У Страйка возникло такое ощущение, что Генри Драммонду будет только на руку, если Рафаэль настроит против себя все семью. Тут в дверь постучали. Блондинка Люсинда просунула голову в кабинет:
– Миссис Росс неважно себя чувствует, Генри; она собирается уезжать, но хотела бы попрощаться.
– Да, хорошо. – Драммонд встал из-за своего письменного стола. – К сожалению, больше ничем помочь не могу, мистер Страйк.
– Я очень признателен вам за эту встречу, – сказал Страйк и тоже встал, хотя и с большим трудом, и взял свою палку. – Можно последний вопрос?
– Разумеется, – ответил Драммонд, останавливаясь.
– Вам что-нибудь говорит такое выражение: «Он на них ставил лошадь»?
Похоже, Драммонд был искренне озадачен.
– Ставил… лошадь?.. Кто? На кого?
– То есть вы не представляете, что это может означать?

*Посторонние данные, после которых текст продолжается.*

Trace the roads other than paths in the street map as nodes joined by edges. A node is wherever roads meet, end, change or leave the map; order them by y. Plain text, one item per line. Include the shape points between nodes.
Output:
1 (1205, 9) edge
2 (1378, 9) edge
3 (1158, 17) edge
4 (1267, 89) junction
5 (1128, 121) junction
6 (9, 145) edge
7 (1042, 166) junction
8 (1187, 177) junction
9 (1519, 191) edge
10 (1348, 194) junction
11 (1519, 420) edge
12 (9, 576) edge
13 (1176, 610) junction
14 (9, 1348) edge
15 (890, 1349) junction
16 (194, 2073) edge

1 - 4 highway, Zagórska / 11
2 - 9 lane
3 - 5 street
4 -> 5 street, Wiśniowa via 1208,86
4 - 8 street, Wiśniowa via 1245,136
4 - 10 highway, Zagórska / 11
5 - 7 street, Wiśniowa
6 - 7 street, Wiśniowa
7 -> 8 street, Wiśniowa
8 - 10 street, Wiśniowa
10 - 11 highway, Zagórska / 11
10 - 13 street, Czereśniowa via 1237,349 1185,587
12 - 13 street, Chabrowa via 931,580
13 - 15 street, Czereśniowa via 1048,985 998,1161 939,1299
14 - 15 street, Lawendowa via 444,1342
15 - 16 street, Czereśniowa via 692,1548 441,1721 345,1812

– Ума не приложу. Прошу прощения, но, как вы сами слышали, меня ждет клиентка.
В центре безлюдной галереи Люсинда суетилась вокруг темноволосой женщины на сносях, которая, сидя на высоком стуле, маленькими глоточками пила воду.
Узнав Шарлотту, Страйк понял, что эта – вторая подряд – встреча отнюдь не случайна.